36th Division in World War II


This panoramic view from Mt. Trocchio looks out onto the broad Liri Valley. The Rapido River running generally north-to-south from Cassino to the Garigliano River formed the German line of defense blocking entrance into the Liri Valley. It was across this open ground that the 36th Division stabbed vainly in an attempt to secure a bridgehead and capture San Angelo during the two-day period after nightfall of January 20 1944.

Although only about 15 yard's wide, the Rapido River was a swift-running, mountain-fed gorge. Its steep banks drop off sharply, and in the center its depth is often 15 feet. A haze of chemical smoke hung over the valley during the operation.

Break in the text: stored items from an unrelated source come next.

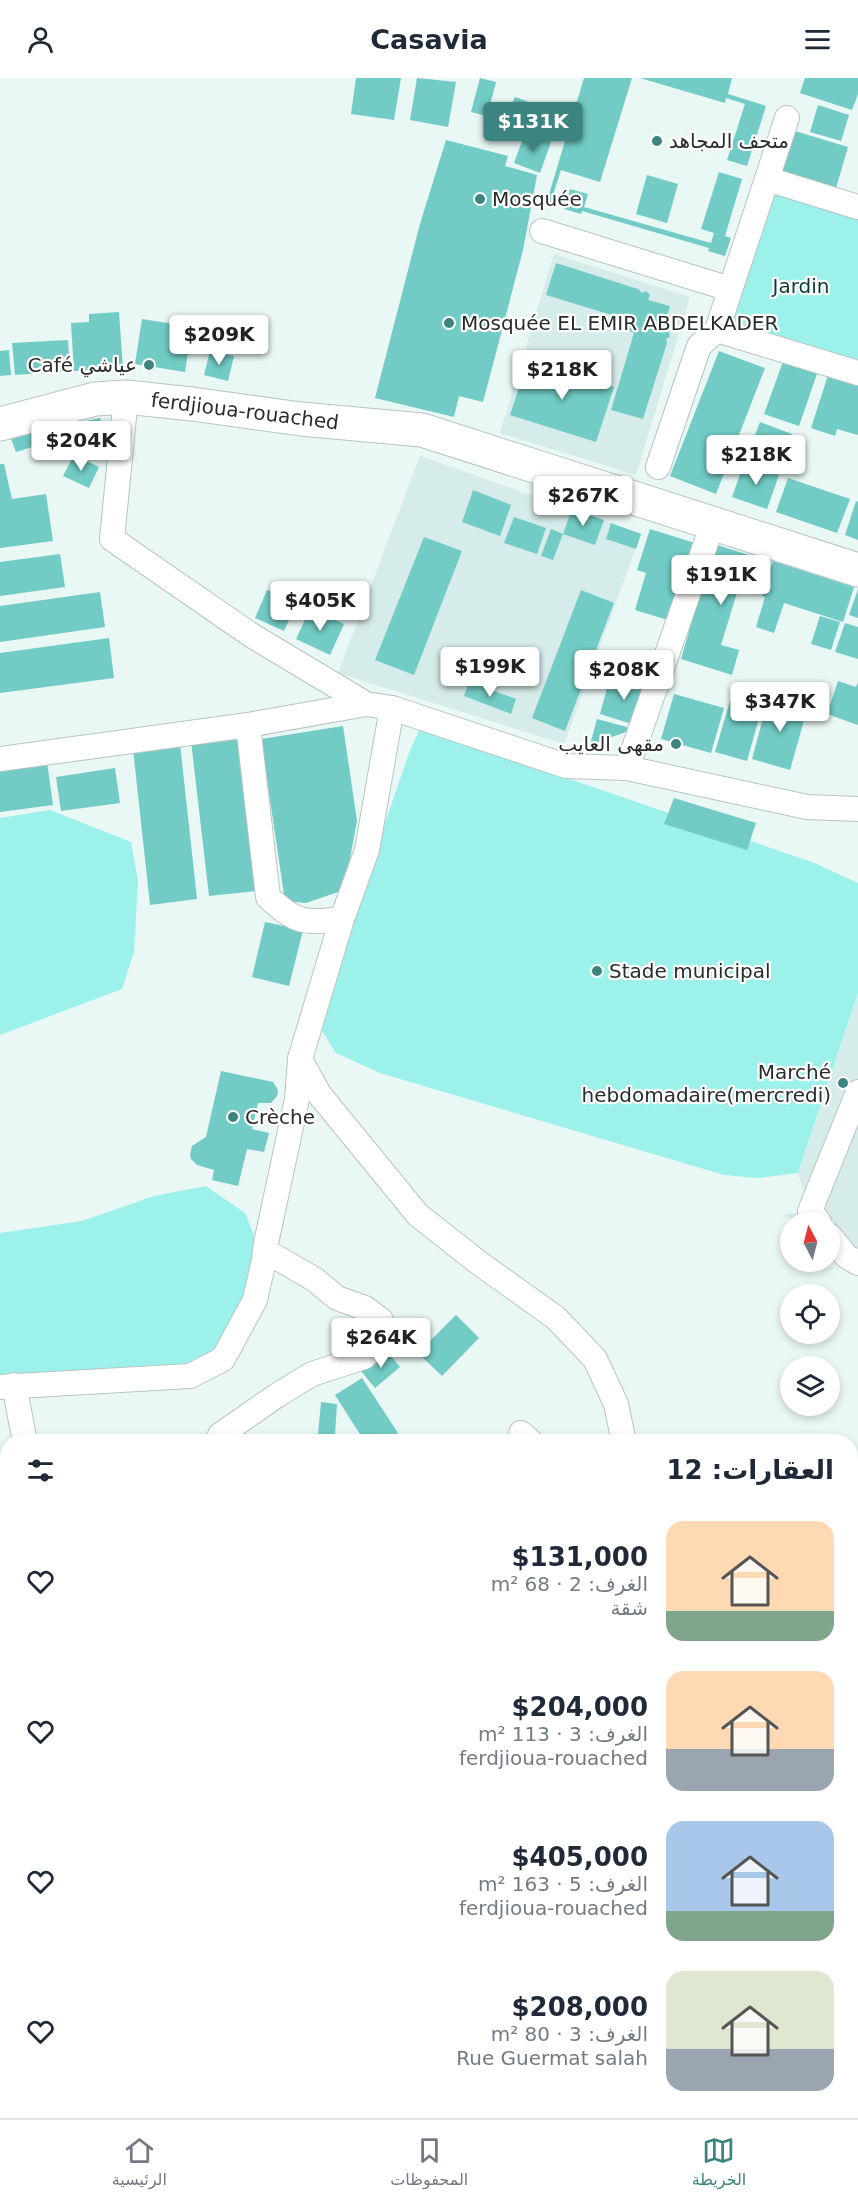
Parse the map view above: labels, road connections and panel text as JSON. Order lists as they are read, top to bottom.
{
  "streets": {
    "main road": ["ferdjioua-rouached"]
  },
  "parks": ["Jardin"],
  "places": [
    "متحف المجاهد",
    "Mosquée",
    "Mosquée EL EMIR ABDELKADER",
    "Café عياشي",
    "مقهى العايب",
    "Stade municipal",
    "Marché hebdomadaire(mercredi)",
    "Crèche"
  ],
  "north": "top",
  "page": {
    "header": "Casavia",
    "price": [
      "$131K",
      "$209K",
      "$218K",
      "$204K",
      "$218K",
      "$267K",
      "$191K",
      "$405K",
      "$199K",
      "$208K",
      "$347K",
      "$264K"
    ],
    "heading": "العقارات: 12",
    "list": [
      {
        "name": "$131,000",
        "note": "الغرف: 2 · 68 m² · شقة"
      },
      {
        "name": "$204,000",
        "note": "الغرف: 3 · 113 m² · ferdjioua-rouached"
      },
      {
        "name": "$405,000",
        "note": "الغرف: 5 · 163 m² · ferdjioua-rouached"
      },
      {
        "name": "$208,000",
        "note": "الغرف: 3 · 80 m² · Rue Guermat salah"
      }
    ],
    "tabs": ["الخريطة", "المحفوظات", "الرئيسية"]
  }
}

The attack of the 141st Infantry crossed at the S bend, seen in both views top and bottom (bottom view is a continuation of the top). The ruins of San Angelo along the Rapido edge can be seen in the upper left. The 143rd Infantry attempted to cross farther south, out of the picture on the left. Those men who succeeded in crossing bore the brunt of the Germans' vicious mortar and artillery fire while trapped in the low flatland. German counterattacks in strength during afternoon of the second day were beaten off until ammunition ran out. The sound of American weapons gradually faded into the night A few survivors swam the icy waters to return.

Cassino, German stronghold at the base of Mt. Cairo, which the Rapido attack purposed to outflank, is in the lower right view.